TASK OBJECTIVE ->
Where the data below contains pictures, omit them; output the rest word for word.

━━━ MATERIAL FOR THE TASK ━━━

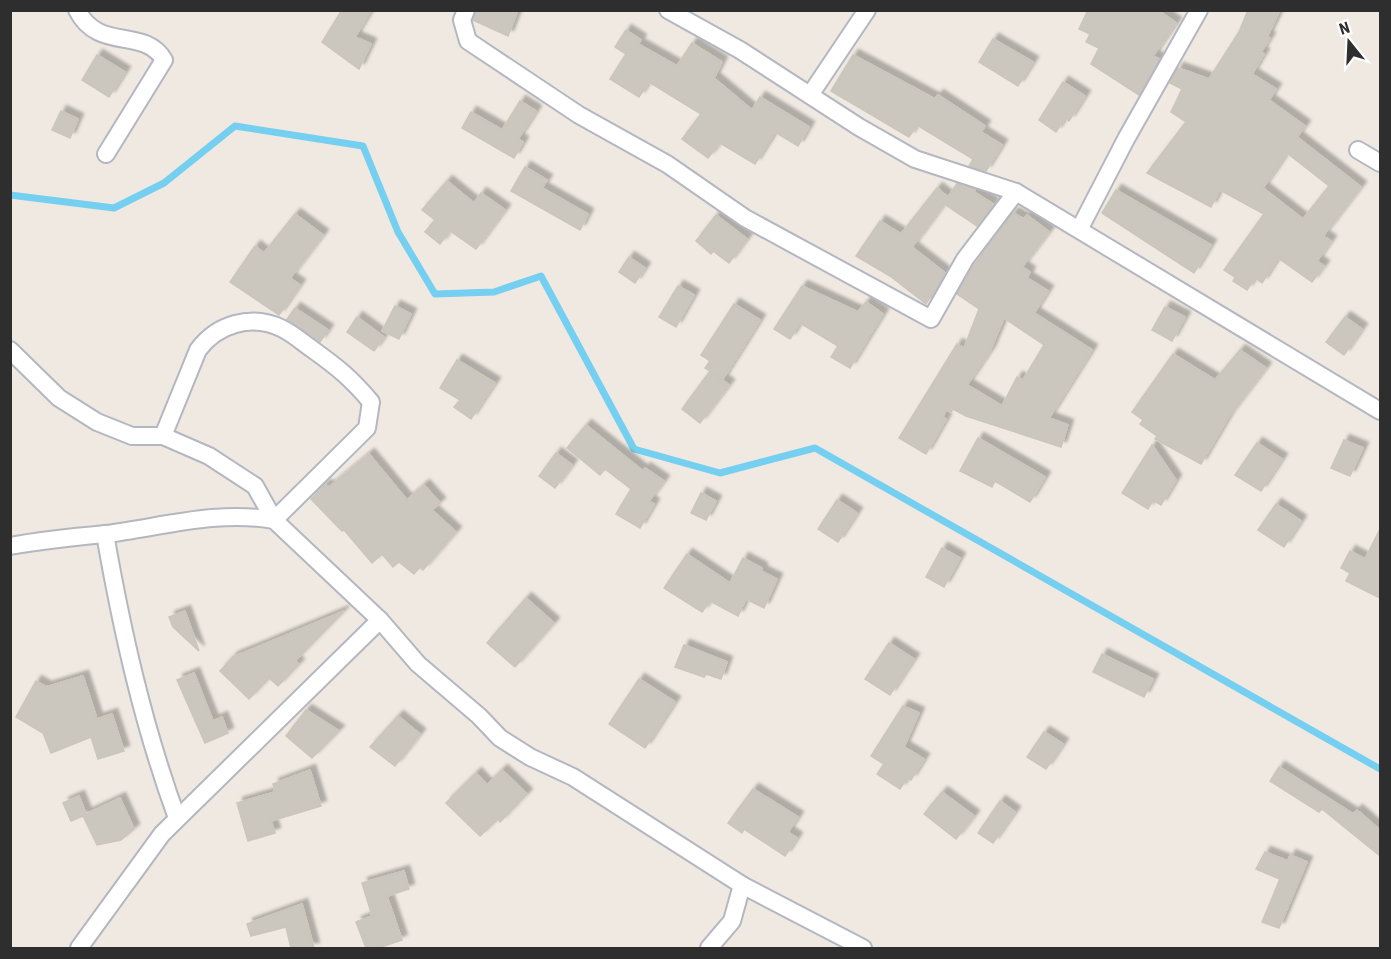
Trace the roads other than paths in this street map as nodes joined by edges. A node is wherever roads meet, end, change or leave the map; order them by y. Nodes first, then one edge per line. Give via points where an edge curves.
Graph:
1 (77, 10) edge
2 (466, 10) edge
3 (668, 10) edge
4 (867, 10) edge
5 (1199, 10) edge
6 (810, 95) junction
7 (1358, 150) dead end
8 (106, 154) dead end
9 (1380, 163) edge
10 (1016, 192) junction
11 (1080, 228) junction
12 (10, 350) edge
13 (1380, 411) edge
14 (163, 436) junction
15 (274, 520) junction
16 (105, 534) junction
17 (10, 546) edge
18 (380, 620) junction
19 (177, 818) junction
20 (742, 885) junction
21 (79, 948) edge
22 (709, 948) edge
23 (863, 948) edge

1 - 8 street via 96,33 145,42 158,49 164,60
2 - 10 street via 462,20 468,40 579,115 667,164 745,218 931,319 965,259
3 - 6 street
4 - 6 street
5 - 11 street
6 - 10 street via 915,159
7 - 9 street
10 - 11 street
11 - 13 street
12 - 14 street via 59,398 97,422 132,436
14 - 15 street via 209,456 255,486
14 - 15 street via 198,350 207,338 237,322 262,322 282,328 349,376 371,402 367,428
15 - 16 street via 253,516 197,519
15 - 18 street
16 - 17 street via 56,537
16 - 19 street via 123,636 158,770
18 - 19 street
18 - 20 street via 418,664 500,738 573,777
19 - 21 street
20 - 22 street via 732,921
20 - 23 street

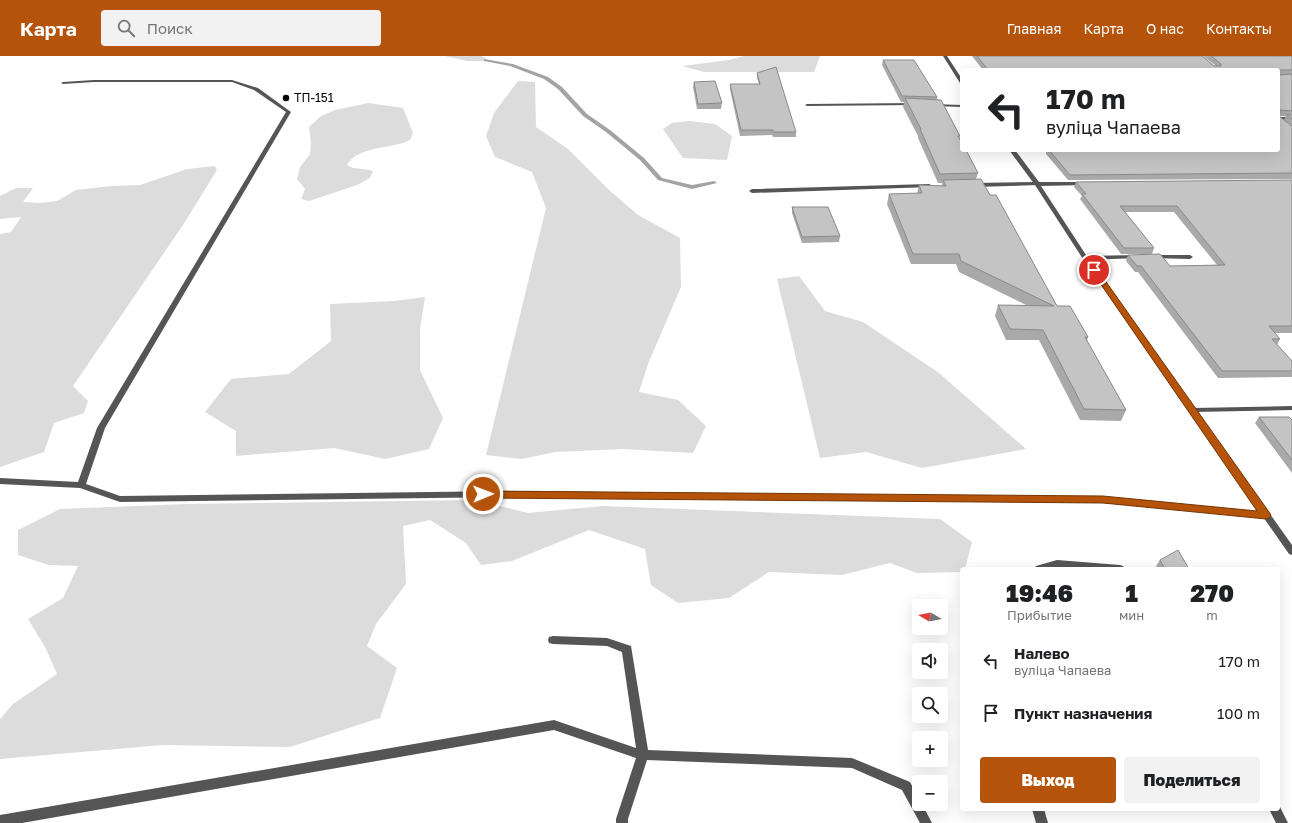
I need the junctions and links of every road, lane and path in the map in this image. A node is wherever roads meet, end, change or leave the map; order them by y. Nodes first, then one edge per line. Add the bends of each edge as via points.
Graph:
1 (945, 56) edge
2 (960, 77) edge
3 (63, 83) dead end
4 (807, 104) dead end
5 (919, 105) edge
6 (926, 105) edge
7 (960, 106) edge
8 (1280, 118) edge
9 (1292, 118) edge
10 (1280, 120) edge
11 (1283, 123) edge
12 (1013, 152) edge
13 (1093, 183) edge
14 (1037, 184) junction
15 (934, 186) edge
16 (966, 186) edge
17 (752, 191) dead end
18 (1190, 257) dead end
19 (1086, 258) junction
20 (1292, 408) edge
21 (1193, 410) junction
22 (0, 481) edge
23 (80, 485) junction
24 (1266, 515) junction
25 (1291, 549) edge
26 (1046, 567) edge
27 (1095, 567) edge
28 (554, 640) dead end
29 (643, 755) junction
30 (1039, 811) edge
31 (1275, 811) edge
32 (0, 822) edge
33 (622, 823) edge
34 (926, 823) edge
35 (1042, 823) edge
36 (1282, 823) edge

1 - 2 street
3 - 23 street via 232,81 256,89 289,112 101,428
4 - 5 street
6 - 7 street
8 - 9 street
10 - 11 street
12 - 14 street
13 - 14 street
14 - 16 street
14 - 19 street
15 - 17 street
18 - 19 street
19 - 21 street
20 - 21 street
21 - 24 street
22 - 23 street
23 - 24 street via 120,499 514,494 1103,500
24 - 25 street
26 - 27 street via 1057,564
28 - 29 street via 607,642 627,649
29 - 32 street via 554,725
29 - 33 street
29 - 34 street via 852,763 906,786
30 - 35 street
31 - 36 street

━━━

ANSWER TO THE EXERCISE ->
Trace the roads other than paths in this street map as nodes joined by edges. A node is wherever roads meet, end, change or leave the map; order them by y. Nodes first, then one edge per line. Give via points where an edge curves.
Graph:
1 (77, 10) edge
2 (466, 10) edge
3 (668, 10) edge
4 (867, 10) edge
5 (1199, 10) edge
6 (810, 95) junction
7 (1358, 150) dead end
8 (106, 154) dead end
9 (1380, 163) edge
10 (1016, 192) junction
11 (1080, 228) junction
12 (10, 350) edge
13 (1380, 411) edge
14 (163, 436) junction
15 (274, 520) junction
16 (105, 534) junction
17 (10, 546) edge
18 (380, 620) junction
19 (177, 818) junction
20 (742, 885) junction
21 (79, 948) edge
22 (709, 948) edge
23 (863, 948) edge

1 - 8 street via 96,33 145,42 158,49 164,60
2 - 10 street via 462,20 468,40 579,115 667,164 745,218 931,319 965,259
3 - 6 street
4 - 6 street
5 - 11 street
6 - 10 street via 915,159
7 - 9 street
10 - 11 street
11 - 13 street
12 - 14 street via 59,398 97,422 132,436
14 - 15 street via 209,456 255,486
14 - 15 street via 198,350 207,338 237,322 262,322 282,328 349,376 371,402 367,428
15 - 16 street via 253,516 197,519
15 - 18 street
16 - 17 street via 56,537
16 - 19 street via 123,636 158,770
18 - 19 street
18 - 20 street via 418,664 500,738 573,777
19 - 21 street
20 - 22 street via 732,921
20 - 23 street

I need the junctions and links of every road, lane and path in the map in this image. A node is wherever roads meet, end, change or leave the map; order them by y. Nodes first, then one edge per line. Add the bends of each edge as via points.
Graph:
1 (945, 56) edge
2 (960, 77) edge
3 (63, 83) dead end
4 (807, 104) dead end
5 (919, 105) edge
6 (926, 105) edge
7 (960, 106) edge
8 (1280, 118) edge
9 (1292, 118) edge
10 (1280, 120) edge
11 (1283, 123) edge
12 (1013, 152) edge
13 (1093, 183) edge
14 (1037, 184) junction
15 (934, 186) edge
16 (966, 186) edge
17 (752, 191) dead end
18 (1190, 257) dead end
19 (1086, 258) junction
20 (1292, 408) edge
21 (1193, 410) junction
22 (0, 481) edge
23 (80, 485) junction
24 (1266, 515) junction
25 (1291, 549) edge
26 (1046, 567) edge
27 (1095, 567) edge
28 (554, 640) dead end
29 (643, 755) junction
30 (1039, 811) edge
31 (1275, 811) edge
32 (0, 822) edge
33 (622, 823) edge
34 (926, 823) edge
35 (1042, 823) edge
36 (1282, 823) edge

1 - 2 street
3 - 23 street via 232,81 256,89 289,112 101,428
4 - 5 street
6 - 7 street
8 - 9 street
10 - 11 street
12 - 14 street
13 - 14 street
14 - 16 street
14 - 19 street
15 - 17 street
18 - 19 street
19 - 21 street
20 - 21 street
21 - 24 street
22 - 23 street
23 - 24 street via 120,499 514,494 1103,500
24 - 25 street
26 - 27 street via 1057,564
28 - 29 street via 607,642 627,649
29 - 32 street via 554,725
29 - 33 street
29 - 34 street via 852,763 906,786
30 - 35 street
31 - 36 street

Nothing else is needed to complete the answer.